The task →
Each record, in full, must be restated word for word.

------------------------------------------------------------------------

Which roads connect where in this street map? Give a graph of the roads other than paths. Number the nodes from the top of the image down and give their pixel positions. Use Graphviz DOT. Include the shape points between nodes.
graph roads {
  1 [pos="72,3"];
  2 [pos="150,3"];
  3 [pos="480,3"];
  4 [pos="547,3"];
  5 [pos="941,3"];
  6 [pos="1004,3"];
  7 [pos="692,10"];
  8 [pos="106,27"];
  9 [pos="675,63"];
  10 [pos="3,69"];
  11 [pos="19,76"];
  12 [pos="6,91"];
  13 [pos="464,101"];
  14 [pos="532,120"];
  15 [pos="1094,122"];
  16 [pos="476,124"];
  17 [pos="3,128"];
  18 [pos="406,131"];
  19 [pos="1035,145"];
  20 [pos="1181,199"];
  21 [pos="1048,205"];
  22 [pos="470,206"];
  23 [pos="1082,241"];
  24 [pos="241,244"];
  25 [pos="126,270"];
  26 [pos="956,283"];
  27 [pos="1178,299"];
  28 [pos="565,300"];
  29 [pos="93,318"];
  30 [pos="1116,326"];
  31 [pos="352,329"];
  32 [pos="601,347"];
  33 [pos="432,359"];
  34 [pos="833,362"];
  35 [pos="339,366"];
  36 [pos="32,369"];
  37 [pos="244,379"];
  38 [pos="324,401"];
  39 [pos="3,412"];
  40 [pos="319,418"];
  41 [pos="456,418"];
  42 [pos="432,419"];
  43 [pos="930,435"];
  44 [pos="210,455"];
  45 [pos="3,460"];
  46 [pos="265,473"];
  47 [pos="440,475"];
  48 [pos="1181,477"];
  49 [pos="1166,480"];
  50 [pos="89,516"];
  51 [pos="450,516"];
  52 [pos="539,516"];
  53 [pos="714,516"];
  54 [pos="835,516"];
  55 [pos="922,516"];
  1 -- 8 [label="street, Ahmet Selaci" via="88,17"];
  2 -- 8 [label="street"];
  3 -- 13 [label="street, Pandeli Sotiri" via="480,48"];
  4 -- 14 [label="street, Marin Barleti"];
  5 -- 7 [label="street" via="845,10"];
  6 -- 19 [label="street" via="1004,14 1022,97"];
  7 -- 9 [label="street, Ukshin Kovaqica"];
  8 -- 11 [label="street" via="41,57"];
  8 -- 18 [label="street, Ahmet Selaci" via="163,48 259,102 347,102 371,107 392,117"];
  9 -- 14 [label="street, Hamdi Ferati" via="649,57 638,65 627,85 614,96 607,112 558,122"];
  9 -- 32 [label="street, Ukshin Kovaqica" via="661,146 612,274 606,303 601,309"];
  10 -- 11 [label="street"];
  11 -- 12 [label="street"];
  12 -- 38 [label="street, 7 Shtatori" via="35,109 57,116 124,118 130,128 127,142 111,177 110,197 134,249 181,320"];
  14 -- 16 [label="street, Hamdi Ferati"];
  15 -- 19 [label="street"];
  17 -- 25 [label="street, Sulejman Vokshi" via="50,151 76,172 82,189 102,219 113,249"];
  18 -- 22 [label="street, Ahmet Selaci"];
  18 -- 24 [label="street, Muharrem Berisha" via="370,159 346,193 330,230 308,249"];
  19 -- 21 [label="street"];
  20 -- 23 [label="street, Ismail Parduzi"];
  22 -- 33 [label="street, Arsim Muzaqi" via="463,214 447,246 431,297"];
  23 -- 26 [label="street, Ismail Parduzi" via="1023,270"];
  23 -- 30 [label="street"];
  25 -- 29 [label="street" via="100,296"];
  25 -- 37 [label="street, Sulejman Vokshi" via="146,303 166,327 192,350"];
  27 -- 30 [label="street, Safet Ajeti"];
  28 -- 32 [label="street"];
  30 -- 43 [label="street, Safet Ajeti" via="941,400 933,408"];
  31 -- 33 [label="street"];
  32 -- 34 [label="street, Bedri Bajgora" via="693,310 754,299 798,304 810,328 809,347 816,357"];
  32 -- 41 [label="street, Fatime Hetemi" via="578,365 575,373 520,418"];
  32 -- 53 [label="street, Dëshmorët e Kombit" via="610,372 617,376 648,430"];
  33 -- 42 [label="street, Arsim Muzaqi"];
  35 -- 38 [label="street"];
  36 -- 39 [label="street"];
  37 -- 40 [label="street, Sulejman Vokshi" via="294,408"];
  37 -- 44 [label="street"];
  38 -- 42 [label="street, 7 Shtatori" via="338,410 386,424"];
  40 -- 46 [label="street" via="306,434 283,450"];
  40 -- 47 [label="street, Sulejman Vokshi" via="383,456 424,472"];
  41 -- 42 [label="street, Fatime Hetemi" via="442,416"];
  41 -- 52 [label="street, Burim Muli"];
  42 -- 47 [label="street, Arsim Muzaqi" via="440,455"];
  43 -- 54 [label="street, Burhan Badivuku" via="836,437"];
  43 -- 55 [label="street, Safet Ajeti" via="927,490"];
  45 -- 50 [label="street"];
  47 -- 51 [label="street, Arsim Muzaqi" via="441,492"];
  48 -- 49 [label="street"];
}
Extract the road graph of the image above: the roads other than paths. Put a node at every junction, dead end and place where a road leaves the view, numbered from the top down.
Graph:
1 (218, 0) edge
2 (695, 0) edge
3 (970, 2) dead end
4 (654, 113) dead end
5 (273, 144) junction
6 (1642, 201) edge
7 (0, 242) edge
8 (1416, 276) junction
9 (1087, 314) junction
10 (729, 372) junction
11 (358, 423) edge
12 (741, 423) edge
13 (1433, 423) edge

------------------------------------------------------------------------

Exercise response →
Which roads connect where in this street map? Give a graph of the roads other than paths. Number the nodes from the top of the image down and give their pixel positions. Use Graphviz DOT. Include the shape points between nodes.
graph roads {
  1 [pos="72,3"];
  2 [pos="150,3"];
  3 [pos="480,3"];
  4 [pos="547,3"];
  5 [pos="941,3"];
  6 [pos="1004,3"];
  7 [pos="692,10"];
  8 [pos="106,27"];
  9 [pos="675,63"];
  10 [pos="3,69"];
  11 [pos="19,76"];
  12 [pos="6,91"];
  13 [pos="464,101"];
  14 [pos="532,120"];
  15 [pos="1094,122"];
  16 [pos="476,124"];
  17 [pos="3,128"];
  18 [pos="406,131"];
  19 [pos="1035,145"];
  20 [pos="1181,199"];
  21 [pos="1048,205"];
  22 [pos="470,206"];
  23 [pos="1082,241"];
  24 [pos="241,244"];
  25 [pos="126,270"];
  26 [pos="956,283"];
  27 [pos="1178,299"];
  28 [pos="565,300"];
  29 [pos="93,318"];
  30 [pos="1116,326"];
  31 [pos="352,329"];
  32 [pos="601,347"];
  33 [pos="432,359"];
  34 [pos="833,362"];
  35 [pos="339,366"];
  36 [pos="32,369"];
  37 [pos="244,379"];
  38 [pos="324,401"];
  39 [pos="3,412"];
  40 [pos="319,418"];
  41 [pos="456,418"];
  42 [pos="432,419"];
  43 [pos="930,435"];
  44 [pos="210,455"];
  45 [pos="3,460"];
  46 [pos="265,473"];
  47 [pos="440,475"];
  48 [pos="1181,477"];
  49 [pos="1166,480"];
  50 [pos="89,516"];
  51 [pos="450,516"];
  52 [pos="539,516"];
  53 [pos="714,516"];
  54 [pos="835,516"];
  55 [pos="922,516"];
  1 -- 8 [label="street, Ahmet Selaci" via="88,17"];
  2 -- 8 [label="street"];
  3 -- 13 [label="street, Pandeli Sotiri" via="480,48"];
  4 -- 14 [label="street, Marin Barleti"];
  5 -- 7 [label="street" via="845,10"];
  6 -- 19 [label="street" via="1004,14 1022,97"];
  7 -- 9 [label="street, Ukshin Kovaqica"];
  8 -- 11 [label="street" via="41,57"];
  8 -- 18 [label="street, Ahmet Selaci" via="163,48 259,102 347,102 371,107 392,117"];
  9 -- 14 [label="street, Hamdi Ferati" via="649,57 638,65 627,85 614,96 607,112 558,122"];
  9 -- 32 [label="street, Ukshin Kovaqica" via="661,146 612,274 606,303 601,309"];
  10 -- 11 [label="street"];
  11 -- 12 [label="street"];
  12 -- 38 [label="street, 7 Shtatori" via="35,109 57,116 124,118 130,128 127,142 111,177 110,197 134,249 181,320"];
  14 -- 16 [label="street, Hamdi Ferati"];
  15 -- 19 [label="street"];
  17 -- 25 [label="street, Sulejman Vokshi" via="50,151 76,172 82,189 102,219 113,249"];
  18 -- 22 [label="street, Ahmet Selaci"];
  18 -- 24 [label="street, Muharrem Berisha" via="370,159 346,193 330,230 308,249"];
  19 -- 21 [label="street"];
  20 -- 23 [label="street, Ismail Parduzi"];
  22 -- 33 [label="street, Arsim Muzaqi" via="463,214 447,246 431,297"];
  23 -- 26 [label="street, Ismail Parduzi" via="1023,270"];
  23 -- 30 [label="street"];
  25 -- 29 [label="street" via="100,296"];
  25 -- 37 [label="street, Sulejman Vokshi" via="146,303 166,327 192,350"];
  27 -- 30 [label="street, Safet Ajeti"];
  28 -- 32 [label="street"];
  30 -- 43 [label="street, Safet Ajeti" via="941,400 933,408"];
  31 -- 33 [label="street"];
  32 -- 34 [label="street, Bedri Bajgora" via="693,310 754,299 798,304 810,328 809,347 816,357"];
  32 -- 41 [label="street, Fatime Hetemi" via="578,365 575,373 520,418"];
  32 -- 53 [label="street, Dëshmorët e Kombit" via="610,372 617,376 648,430"];
  33 -- 42 [label="street, Arsim Muzaqi"];
  35 -- 38 [label="street"];
  36 -- 39 [label="street"];
  37 -- 40 [label="street, Sulejman Vokshi" via="294,408"];
  37 -- 44 [label="street"];
  38 -- 42 [label="street, 7 Shtatori" via="338,410 386,424"];
  40 -- 46 [label="street" via="306,434 283,450"];
  40 -- 47 [label="street, Sulejman Vokshi" via="383,456 424,472"];
  41 -- 42 [label="street, Fatime Hetemi" via="442,416"];
  41 -- 52 [label="street, Burim Muli"];
  42 -- 47 [label="street, Arsim Muzaqi" via="440,455"];
  43 -- 54 [label="street, Burhan Badivuku" via="836,437"];
  43 -- 55 [label="street, Safet Ajeti" via="927,490"];
  45 -- 50 [label="street"];
  47 -- 51 [label="street, Arsim Muzaqi" via="441,492"];
  48 -- 49 [label="street"];
}
Extract the road graph of the image above: the roads other than paths. Put a node at every junction, dead end and place where a road leaves the view, numbered from the top down.
Graph:
1 (218, 0) edge
2 (695, 0) edge
3 (970, 2) dead end
4 (654, 113) dead end
5 (273, 144) junction
6 (1642, 201) edge
7 (0, 242) edge
8 (1416, 276) junction
9 (1087, 314) junction
10 (729, 372) junction
11 (358, 423) edge
12 (741, 423) edge
13 (1433, 423) edge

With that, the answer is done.